TASK DESCRIPTION -> Taking each line of the material below in turn, count those containing the string "junction". Provide the number alone.

######

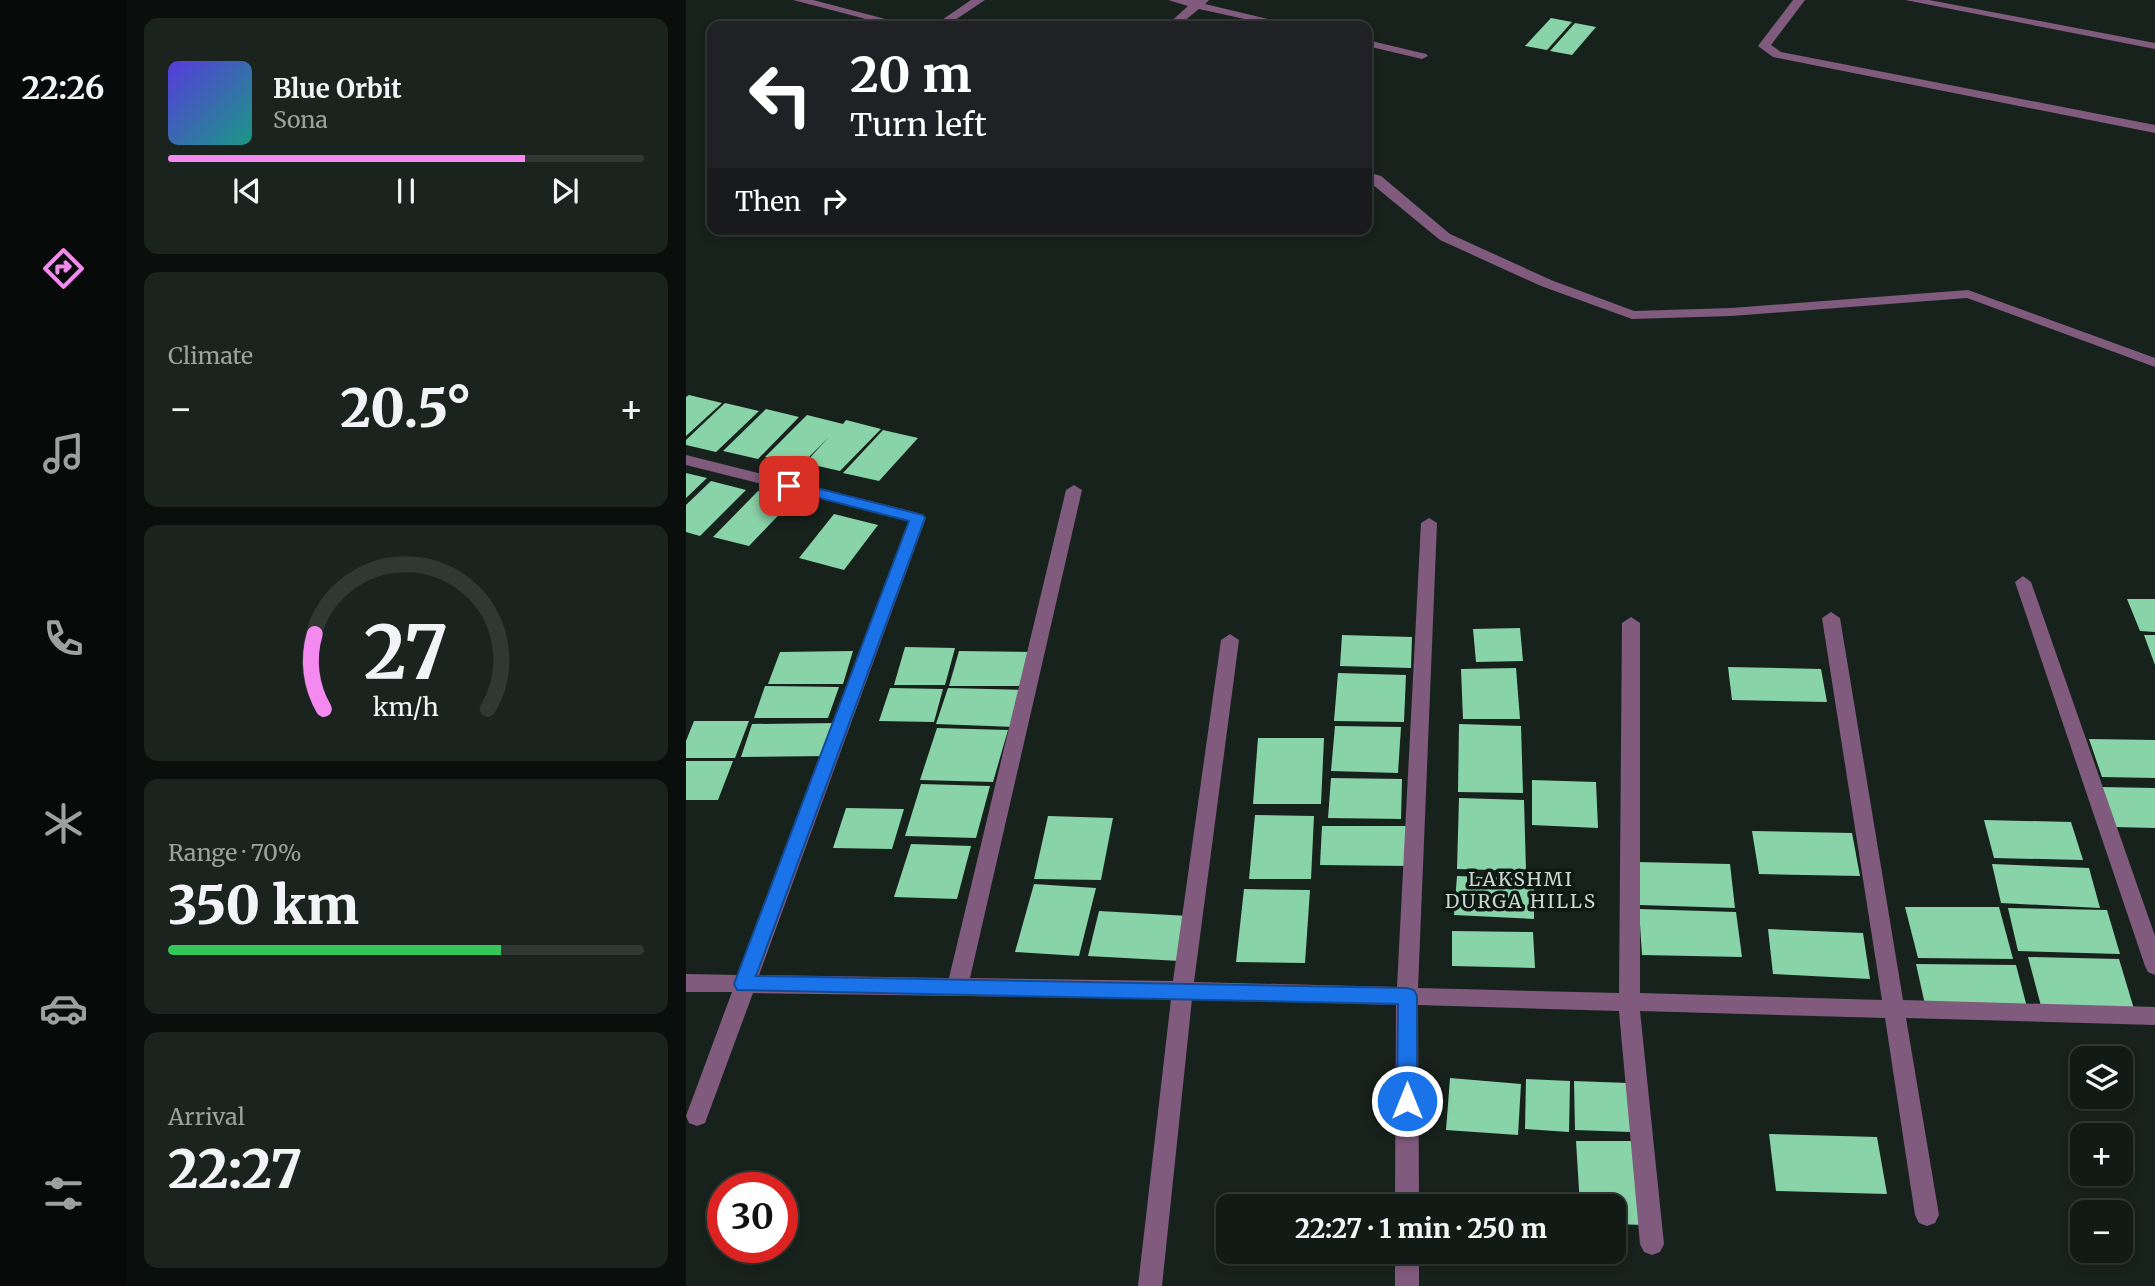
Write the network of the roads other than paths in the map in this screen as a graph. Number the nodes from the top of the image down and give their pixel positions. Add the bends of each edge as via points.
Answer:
1 (799, 0) edge
2 (979, 0) edge
3 (1174, 0) edge
4 (1799, 0) edge
5 (1911, 0) edge
6 (1200, 2) edge
7 (885, 21) edge
8 (947, 21) edge
9 (1177, 21) edge
10 (1272, 21) edge
11 (1372, 44) edge
12 (2155, 46) edge
13 (1422, 56) dead end
14 (2155, 129) edge
15 (1372, 178) edge
16 (2155, 363) edge
17 (686, 460) edge
18 (1074, 490) dead end
19 (1429, 523) dead end
20 (2023, 582) dead end
21 (1831, 618) dead end
22 (1631, 623) dead end
23 (1230, 640) dead end
24 (2155, 966) edge
25 (686, 983) edge
26 (744, 984) junction
27 (957, 988) junction
28 (1182, 990) junction
29 (1407, 996) junction
30 (1629, 1002) junction
31 (1895, 1009) junction
32 (2155, 1016) edge
33 (697, 1116) dead end
34 (1407, 1194) edge
35 (1927, 1215) dead end
36 (1652, 1244) dead end
37 (1407, 1264) edge
38 (1150, 1286) edge
39 (1407, 1286) edge

1 - 7 street
2 - 8 street
3 - 6 street
4 - 14 street via 1763,46 1777,55
5 - 12 street
6 - 9 street
6 - 10 street
11 - 13 street
15 - 16 street via 1445,237 1546,283 1632,315 1968,295
17 - 26 street via 918,518
18 - 27 street
19 - 29 street
20 - 24 street
21 - 31 street
22 - 30 street
23 - 28 street
25 - 26 street
26 - 27 street
26 - 33 street
27 - 28 street
28 - 29 street
28 - 38 street
29 - 30 street
29 - 34 street
30 - 31 street
30 - 36 street
31 - 32 street
31 - 35 street
37 - 39 street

######

TASK OUTPUT -> 6